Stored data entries
*** Block opens ***

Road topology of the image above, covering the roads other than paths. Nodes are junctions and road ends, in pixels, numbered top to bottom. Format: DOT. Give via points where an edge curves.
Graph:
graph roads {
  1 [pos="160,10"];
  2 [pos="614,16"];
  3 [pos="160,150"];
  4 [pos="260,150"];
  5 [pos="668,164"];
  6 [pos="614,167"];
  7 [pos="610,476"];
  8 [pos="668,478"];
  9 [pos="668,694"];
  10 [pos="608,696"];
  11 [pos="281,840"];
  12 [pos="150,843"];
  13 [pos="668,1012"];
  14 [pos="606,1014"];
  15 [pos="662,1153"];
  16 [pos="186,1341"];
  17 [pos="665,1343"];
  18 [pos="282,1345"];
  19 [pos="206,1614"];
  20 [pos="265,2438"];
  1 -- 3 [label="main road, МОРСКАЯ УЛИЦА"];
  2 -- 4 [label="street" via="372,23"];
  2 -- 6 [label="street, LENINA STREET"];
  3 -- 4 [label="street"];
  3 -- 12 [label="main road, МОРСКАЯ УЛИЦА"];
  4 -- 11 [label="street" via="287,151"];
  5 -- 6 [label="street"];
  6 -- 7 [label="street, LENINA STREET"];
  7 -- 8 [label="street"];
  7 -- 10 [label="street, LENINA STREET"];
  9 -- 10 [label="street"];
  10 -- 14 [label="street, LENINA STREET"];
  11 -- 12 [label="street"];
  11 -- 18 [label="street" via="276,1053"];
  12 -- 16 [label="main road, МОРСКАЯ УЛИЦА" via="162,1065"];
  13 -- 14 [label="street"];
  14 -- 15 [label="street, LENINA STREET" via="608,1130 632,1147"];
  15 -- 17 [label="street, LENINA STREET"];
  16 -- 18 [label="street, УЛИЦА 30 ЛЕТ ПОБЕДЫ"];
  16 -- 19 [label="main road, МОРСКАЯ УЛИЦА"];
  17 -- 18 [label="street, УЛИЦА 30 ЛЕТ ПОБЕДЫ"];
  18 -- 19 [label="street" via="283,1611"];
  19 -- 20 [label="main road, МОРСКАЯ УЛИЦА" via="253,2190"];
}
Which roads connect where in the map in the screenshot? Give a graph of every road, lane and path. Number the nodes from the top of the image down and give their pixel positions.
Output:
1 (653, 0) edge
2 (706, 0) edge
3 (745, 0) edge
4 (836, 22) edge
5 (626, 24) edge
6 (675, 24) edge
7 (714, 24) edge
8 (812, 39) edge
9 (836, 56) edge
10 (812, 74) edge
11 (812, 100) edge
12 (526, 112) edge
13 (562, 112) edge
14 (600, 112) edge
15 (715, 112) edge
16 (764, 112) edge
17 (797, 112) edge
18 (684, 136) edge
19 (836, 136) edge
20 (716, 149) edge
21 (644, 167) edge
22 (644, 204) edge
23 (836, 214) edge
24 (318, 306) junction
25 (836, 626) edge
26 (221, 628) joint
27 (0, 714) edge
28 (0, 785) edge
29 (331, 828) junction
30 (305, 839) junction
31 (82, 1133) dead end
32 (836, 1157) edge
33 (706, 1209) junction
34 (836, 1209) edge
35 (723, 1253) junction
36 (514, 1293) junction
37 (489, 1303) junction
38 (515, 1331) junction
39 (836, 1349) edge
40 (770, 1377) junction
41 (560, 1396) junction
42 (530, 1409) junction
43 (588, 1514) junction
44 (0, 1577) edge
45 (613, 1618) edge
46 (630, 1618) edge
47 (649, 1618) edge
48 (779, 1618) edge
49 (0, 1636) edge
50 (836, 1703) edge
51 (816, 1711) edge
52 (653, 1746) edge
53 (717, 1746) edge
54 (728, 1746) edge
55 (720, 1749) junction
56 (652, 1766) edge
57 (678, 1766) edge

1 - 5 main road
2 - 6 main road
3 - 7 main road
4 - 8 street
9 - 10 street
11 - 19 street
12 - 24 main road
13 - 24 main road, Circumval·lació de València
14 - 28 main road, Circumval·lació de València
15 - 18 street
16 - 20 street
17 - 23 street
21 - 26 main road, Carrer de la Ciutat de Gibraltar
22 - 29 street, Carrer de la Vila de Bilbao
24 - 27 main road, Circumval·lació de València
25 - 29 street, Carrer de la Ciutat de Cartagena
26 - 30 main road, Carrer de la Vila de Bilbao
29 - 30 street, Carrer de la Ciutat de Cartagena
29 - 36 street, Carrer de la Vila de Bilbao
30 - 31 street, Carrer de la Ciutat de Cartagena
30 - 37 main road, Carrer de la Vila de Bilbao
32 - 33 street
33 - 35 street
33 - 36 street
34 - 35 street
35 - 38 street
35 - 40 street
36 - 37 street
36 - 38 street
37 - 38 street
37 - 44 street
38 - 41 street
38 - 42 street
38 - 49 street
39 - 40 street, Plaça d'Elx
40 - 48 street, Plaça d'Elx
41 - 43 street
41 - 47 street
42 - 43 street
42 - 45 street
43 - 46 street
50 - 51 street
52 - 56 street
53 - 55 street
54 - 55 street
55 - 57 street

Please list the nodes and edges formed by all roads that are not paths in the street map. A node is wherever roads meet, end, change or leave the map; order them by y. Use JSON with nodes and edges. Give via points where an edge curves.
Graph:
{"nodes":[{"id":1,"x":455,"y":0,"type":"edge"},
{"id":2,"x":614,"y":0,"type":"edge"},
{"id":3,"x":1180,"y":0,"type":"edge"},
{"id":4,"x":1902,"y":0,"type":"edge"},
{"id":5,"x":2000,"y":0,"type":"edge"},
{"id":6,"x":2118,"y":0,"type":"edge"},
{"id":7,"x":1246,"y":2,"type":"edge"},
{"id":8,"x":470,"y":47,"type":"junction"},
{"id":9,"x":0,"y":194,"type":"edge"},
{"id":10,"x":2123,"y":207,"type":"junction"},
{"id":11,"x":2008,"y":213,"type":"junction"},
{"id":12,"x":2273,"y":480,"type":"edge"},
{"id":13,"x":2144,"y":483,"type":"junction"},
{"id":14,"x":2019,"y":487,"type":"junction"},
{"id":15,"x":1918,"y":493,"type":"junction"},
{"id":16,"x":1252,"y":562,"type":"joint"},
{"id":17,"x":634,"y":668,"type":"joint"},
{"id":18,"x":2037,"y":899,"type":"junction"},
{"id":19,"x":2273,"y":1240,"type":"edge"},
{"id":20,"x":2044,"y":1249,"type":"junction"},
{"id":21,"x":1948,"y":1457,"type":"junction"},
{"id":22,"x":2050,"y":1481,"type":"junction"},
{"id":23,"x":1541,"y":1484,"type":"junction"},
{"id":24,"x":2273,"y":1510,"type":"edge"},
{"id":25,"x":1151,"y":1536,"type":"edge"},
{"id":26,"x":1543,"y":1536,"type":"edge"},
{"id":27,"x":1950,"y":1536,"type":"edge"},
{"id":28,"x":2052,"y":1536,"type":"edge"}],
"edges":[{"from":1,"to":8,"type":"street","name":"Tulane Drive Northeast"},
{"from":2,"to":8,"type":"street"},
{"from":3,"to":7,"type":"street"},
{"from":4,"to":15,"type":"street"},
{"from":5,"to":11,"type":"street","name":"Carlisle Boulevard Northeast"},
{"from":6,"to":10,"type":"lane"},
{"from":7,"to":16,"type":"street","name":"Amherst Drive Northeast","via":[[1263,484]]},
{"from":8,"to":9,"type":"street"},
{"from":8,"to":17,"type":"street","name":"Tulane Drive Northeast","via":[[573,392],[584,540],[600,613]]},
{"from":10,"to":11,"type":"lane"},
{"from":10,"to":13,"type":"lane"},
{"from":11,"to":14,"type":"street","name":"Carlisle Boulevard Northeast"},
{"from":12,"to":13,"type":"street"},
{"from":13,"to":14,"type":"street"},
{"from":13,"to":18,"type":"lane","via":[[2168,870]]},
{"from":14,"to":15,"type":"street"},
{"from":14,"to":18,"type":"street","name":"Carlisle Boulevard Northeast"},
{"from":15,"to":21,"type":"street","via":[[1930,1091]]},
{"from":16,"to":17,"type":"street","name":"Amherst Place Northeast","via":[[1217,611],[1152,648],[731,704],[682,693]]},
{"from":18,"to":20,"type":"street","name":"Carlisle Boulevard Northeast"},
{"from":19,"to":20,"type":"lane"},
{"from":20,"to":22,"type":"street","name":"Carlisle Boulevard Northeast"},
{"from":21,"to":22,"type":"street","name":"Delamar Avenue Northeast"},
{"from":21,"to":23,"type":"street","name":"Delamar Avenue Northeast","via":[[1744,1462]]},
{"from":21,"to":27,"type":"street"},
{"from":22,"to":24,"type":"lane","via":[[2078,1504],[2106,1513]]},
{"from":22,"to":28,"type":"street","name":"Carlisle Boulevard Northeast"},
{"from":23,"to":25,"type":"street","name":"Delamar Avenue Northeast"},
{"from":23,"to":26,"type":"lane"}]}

*** Block closes ***

Work item: What is needed is a copy of every line above in which "Circumval" appears.

Your solution:
13 - 24 main road, Circumval·lació de València
14 - 28 main road, Circumval·lació de València
24 - 27 main road, Circumval·lació de València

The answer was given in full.